--- Problem statement ---
Only one stretch of the listing below is wanted. Begin at the line that has "wrist: (1289, 821)", stop after the line that has "thumb tip: (477, 391)", and repeat every line in between exactly.

--- Given information ---
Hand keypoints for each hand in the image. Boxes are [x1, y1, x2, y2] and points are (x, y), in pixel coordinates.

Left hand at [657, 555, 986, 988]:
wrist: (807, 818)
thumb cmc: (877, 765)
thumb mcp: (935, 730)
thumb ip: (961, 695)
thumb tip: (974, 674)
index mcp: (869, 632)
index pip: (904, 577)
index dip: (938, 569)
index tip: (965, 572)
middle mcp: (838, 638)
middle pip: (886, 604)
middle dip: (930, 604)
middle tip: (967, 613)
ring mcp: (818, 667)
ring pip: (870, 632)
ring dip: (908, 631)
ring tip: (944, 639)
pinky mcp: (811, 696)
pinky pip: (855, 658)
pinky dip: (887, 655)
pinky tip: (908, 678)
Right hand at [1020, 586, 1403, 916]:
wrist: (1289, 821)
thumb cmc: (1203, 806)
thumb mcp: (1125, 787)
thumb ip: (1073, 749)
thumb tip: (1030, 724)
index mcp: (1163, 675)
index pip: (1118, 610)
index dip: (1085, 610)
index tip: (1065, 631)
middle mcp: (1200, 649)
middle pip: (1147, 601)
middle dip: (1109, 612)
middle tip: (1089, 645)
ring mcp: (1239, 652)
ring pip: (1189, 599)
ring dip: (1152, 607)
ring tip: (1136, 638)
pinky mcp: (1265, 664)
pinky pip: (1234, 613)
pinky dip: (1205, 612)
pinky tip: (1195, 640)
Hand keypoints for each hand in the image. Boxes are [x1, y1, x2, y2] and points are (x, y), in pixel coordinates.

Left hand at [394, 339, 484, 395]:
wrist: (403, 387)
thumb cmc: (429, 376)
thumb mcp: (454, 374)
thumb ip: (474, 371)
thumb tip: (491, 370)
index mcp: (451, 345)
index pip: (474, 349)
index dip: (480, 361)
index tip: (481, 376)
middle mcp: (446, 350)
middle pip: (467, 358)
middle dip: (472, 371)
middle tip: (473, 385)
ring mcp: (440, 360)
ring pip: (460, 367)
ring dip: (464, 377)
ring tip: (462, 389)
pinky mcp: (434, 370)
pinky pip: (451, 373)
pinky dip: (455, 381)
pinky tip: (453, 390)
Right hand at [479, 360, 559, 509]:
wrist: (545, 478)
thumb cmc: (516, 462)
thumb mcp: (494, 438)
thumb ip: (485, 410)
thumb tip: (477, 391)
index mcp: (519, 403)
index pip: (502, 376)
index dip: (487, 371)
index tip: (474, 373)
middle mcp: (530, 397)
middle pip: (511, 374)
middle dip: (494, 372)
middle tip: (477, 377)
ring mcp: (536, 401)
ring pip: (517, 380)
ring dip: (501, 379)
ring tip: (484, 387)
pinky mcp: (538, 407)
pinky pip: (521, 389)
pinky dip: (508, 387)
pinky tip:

--- Task result ---
wrist: (1289, 821)
thumb cmc: (1203, 806)
thumb mcp: (1125, 787)
thumb ip: (1073, 749)
thumb tip: (1030, 724)
index mcp: (1163, 675)
index pip: (1118, 610)
index dip: (1085, 610)
index tip: (1065, 631)
middle mcp: (1200, 649)
middle pip: (1147, 601)
middle dip: (1109, 612)
middle tip: (1089, 645)
ring mcp: (1239, 652)
ring pip: (1189, 599)
ring dip: (1152, 607)
ring tip: (1136, 638)
pinky mcp: (1265, 664)
pinky pip: (1234, 613)
pinky dip: (1205, 612)
pinky tip: (1195, 640)
Hand keypoints for each hand in the image. Boxes are [x1, y1, x2, y2] and points are (x, y), in pixel coordinates.

Left hand at [394, 339, 484, 395]:
wrist: (403, 387)
thumb cmc: (429, 376)
thumb mcp: (454, 374)
thumb ip: (474, 371)
thumb tip: (491, 370)
index mcp: (451, 345)
index pip: (474, 349)
index dip: (480, 361)
index tip: (481, 376)
middle mcp: (446, 350)
middle pip: (467, 358)
middle dip: (472, 371)
middle tip: (473, 385)
ring mcp: (440, 360)
ring pip: (460, 367)
ring dip: (464, 377)
ring tip: (462, 389)
pinky mcp: (434, 370)
pinky pip: (451, 373)
pinky dip: (455, 381)
pinky tip: (453, 390)
Right hand at [479, 360, 559, 509]:
wrist: (545, 478)
thumb cmc: (516, 462)
thumb mcp: (494, 438)
thumb ip: (485, 410)
thumb tip: (477, 391)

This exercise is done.